Vi lasciamo alle parole di Maximilian Nisi, al suo immenso amore per l’arte, al racconto del Festival Teatrale di Borgio Verezzi vissuto da direttore artistico…

Ti ringraziamo per aver accolto l’invito di LiveMedia24, Maximilian. Il Festival Teatrale di Borgio Verezzi di cui sei direttore artistico, da quest’anno, ha terminato la sua corsa. Che esperienza ha rappresentato e quali sensazioni a riguardo?

Un’esperienza importante. Ho vissuto il Teatro a 360°. Ho avuto così modo di testare le contraddizioni, le problematiche ma anche l’infinita potenzialità. Rimane sempre viva la sensazione che il Teatro sia un’occasione di crescita, di sviluppo, di formazione e di espressione dell’uomo non sempre capita e spesso sottovalutata. La gente, tuttavia, ne ha un gran bisogno e lo dimostra continuando ad affollare piazze e teatri.

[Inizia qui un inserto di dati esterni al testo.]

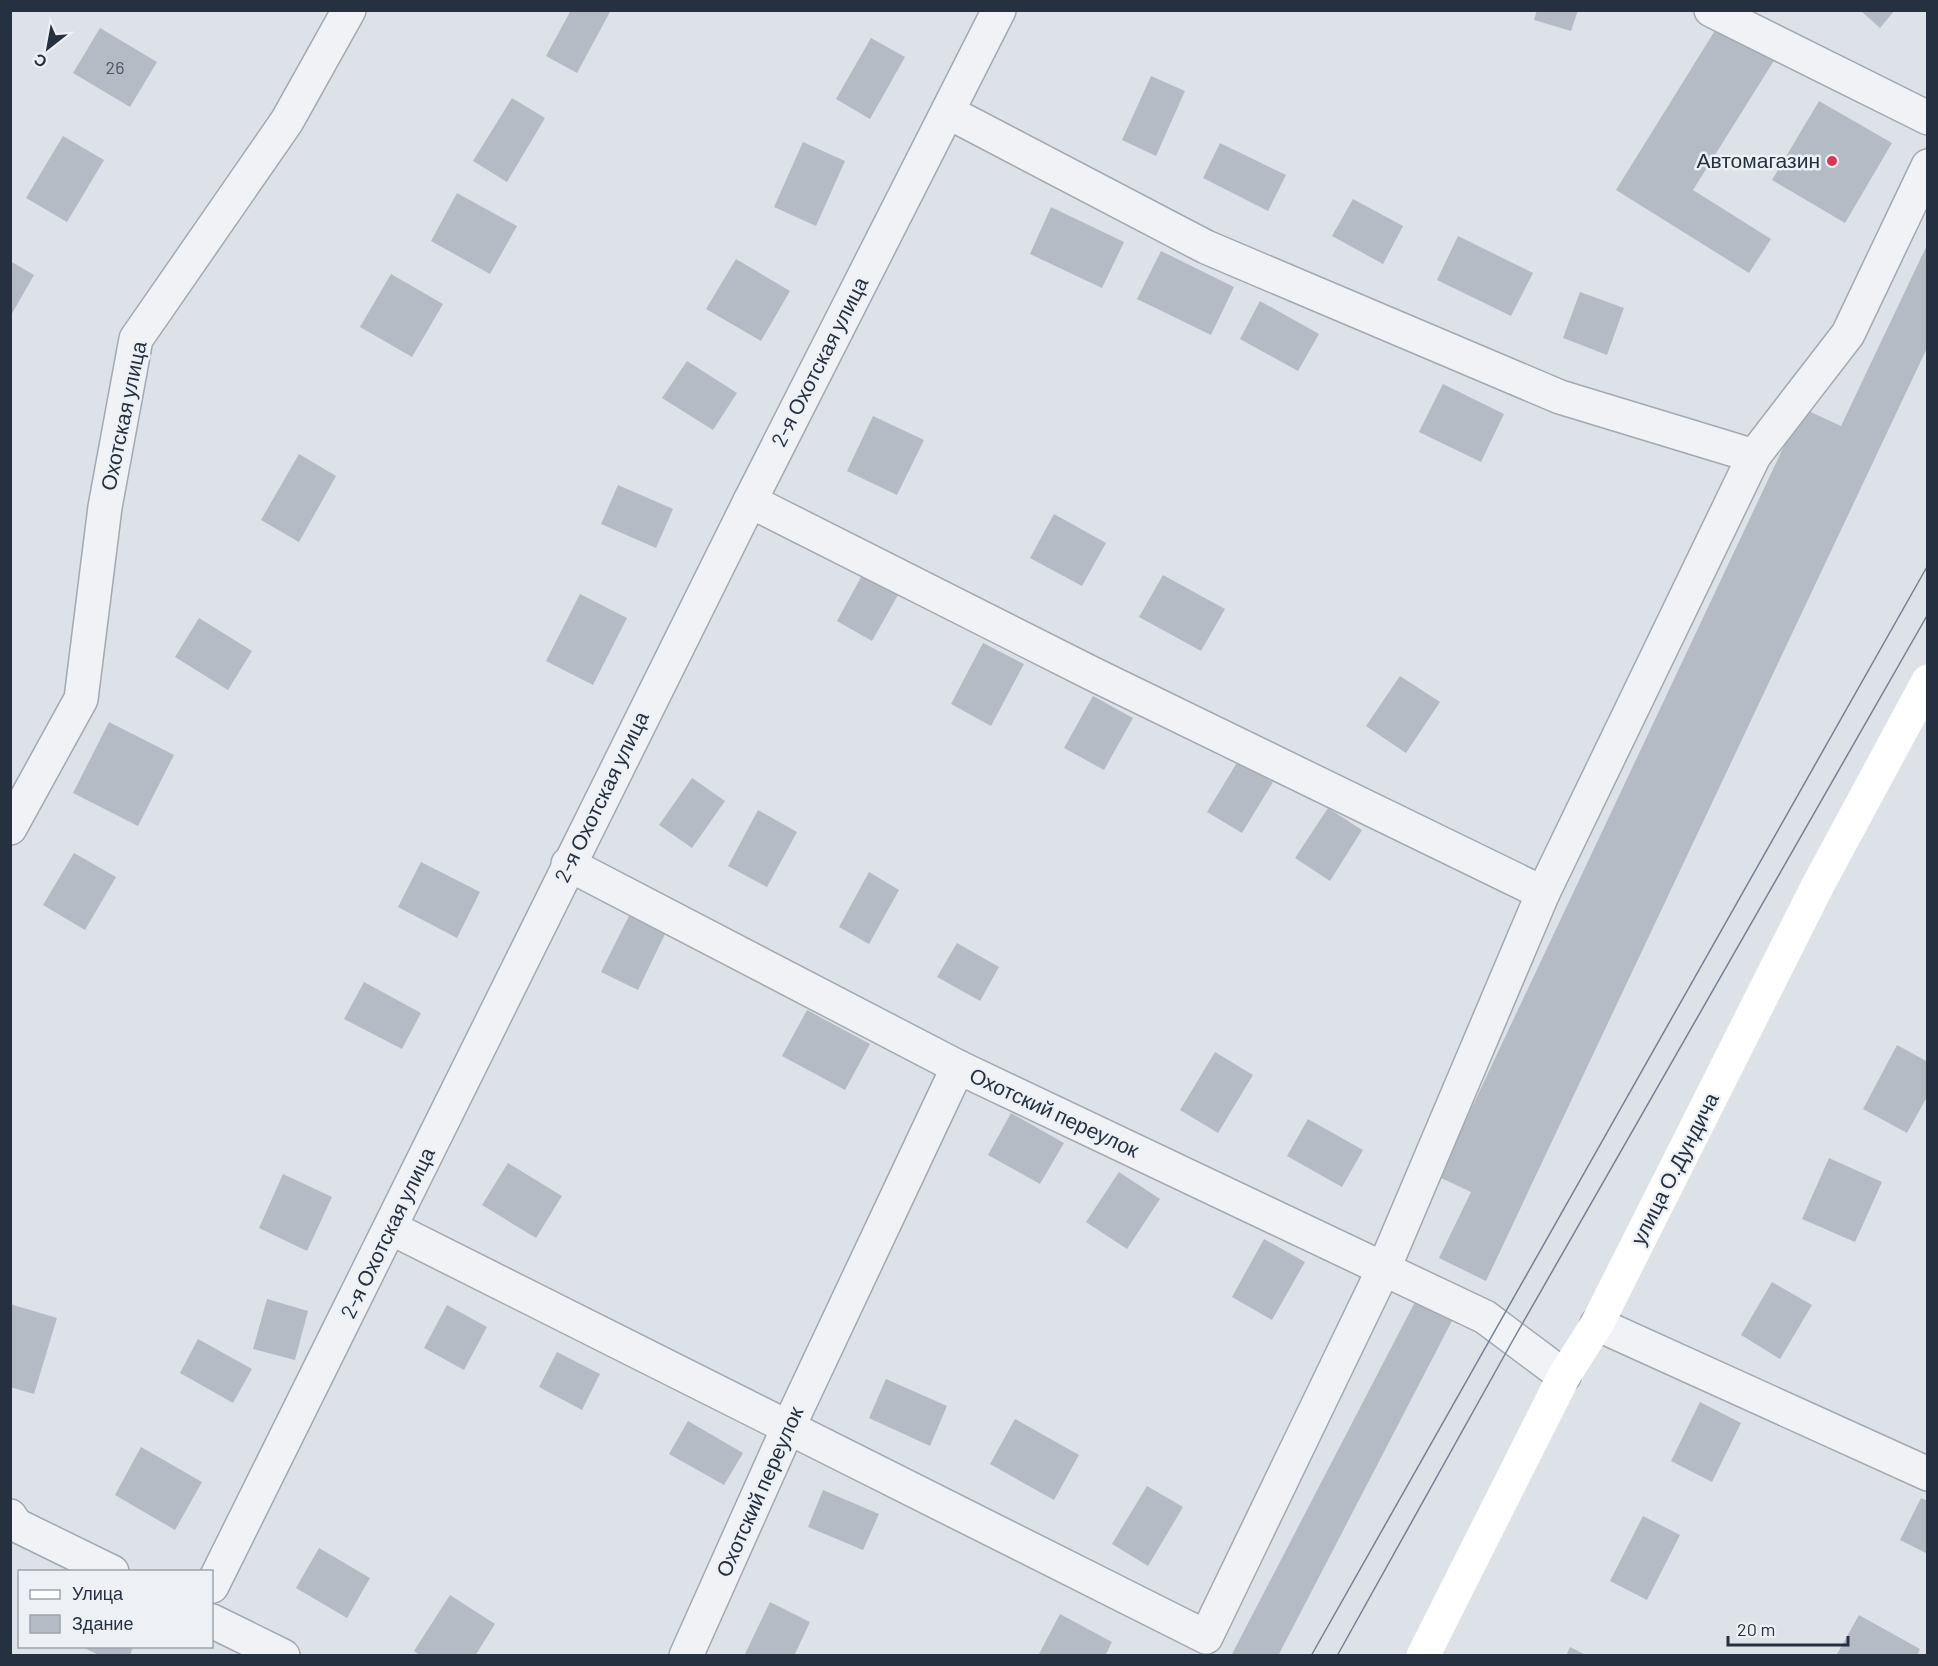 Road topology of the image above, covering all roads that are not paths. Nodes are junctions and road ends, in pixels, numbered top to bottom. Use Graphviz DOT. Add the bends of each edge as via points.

Tanti gli spettacoli in scena, gli artisti presenti, ed anche gli spettatori. Bisserai anche il prossimo anno e quali modifiche, in caso, apporterai?

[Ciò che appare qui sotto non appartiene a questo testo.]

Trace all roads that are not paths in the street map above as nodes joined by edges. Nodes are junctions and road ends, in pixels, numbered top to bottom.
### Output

Il mio mandato scadrà nel 2026. Vorrei realizzare alcune idee che credo possano essere interessanti ed importanti per tutti noi. Idee che hanno bisogno di tempo e di lavoro per essere comprese, condivise, attuate e i cui non risultati potranno essere repentini. Praticare poesia, perché è la poesia che rende il mondo sopportabile e riportare il Teatro il più vicino possibile all’Arte. Inoltre ho un progetto per la formazione di un pubblico teatrale. Il teatro ha più bisogno di nuovi spettatori che di nuovi attori, quindi oltre che spettacoli, vorrei organizzare incontri, letture e dibattiti. Credo che questo possa sensibilizzare, educare e creare gli spettatori di domani.

Sei da sempre impegnatissimo ma, a tuo avviso, c’è ancora qualcosa che non sei riuscito a realizzare? Quale sapere non hai ancora toccato? 

Il sapere, come lo chiami tu, in termini faustiani è streben, “inesausta sete di sapere e romantica tensione verso l’infinito”. Non esser mai soddisfatti e per questo impossibile fermarsi. Sono consapevole che tendiamo verso qualcosa che non ci è dovuto, l’aspirazione però ci rende vivi e rende significativo il nostro passaggio qui. È energia vitale, positiva.

È cambiato il modo di comunicare, forse sono cambiate anche le persone. Quali differenze noti tra il modo di fare teatro e, se vogliamo, anche nella televisione di oggi?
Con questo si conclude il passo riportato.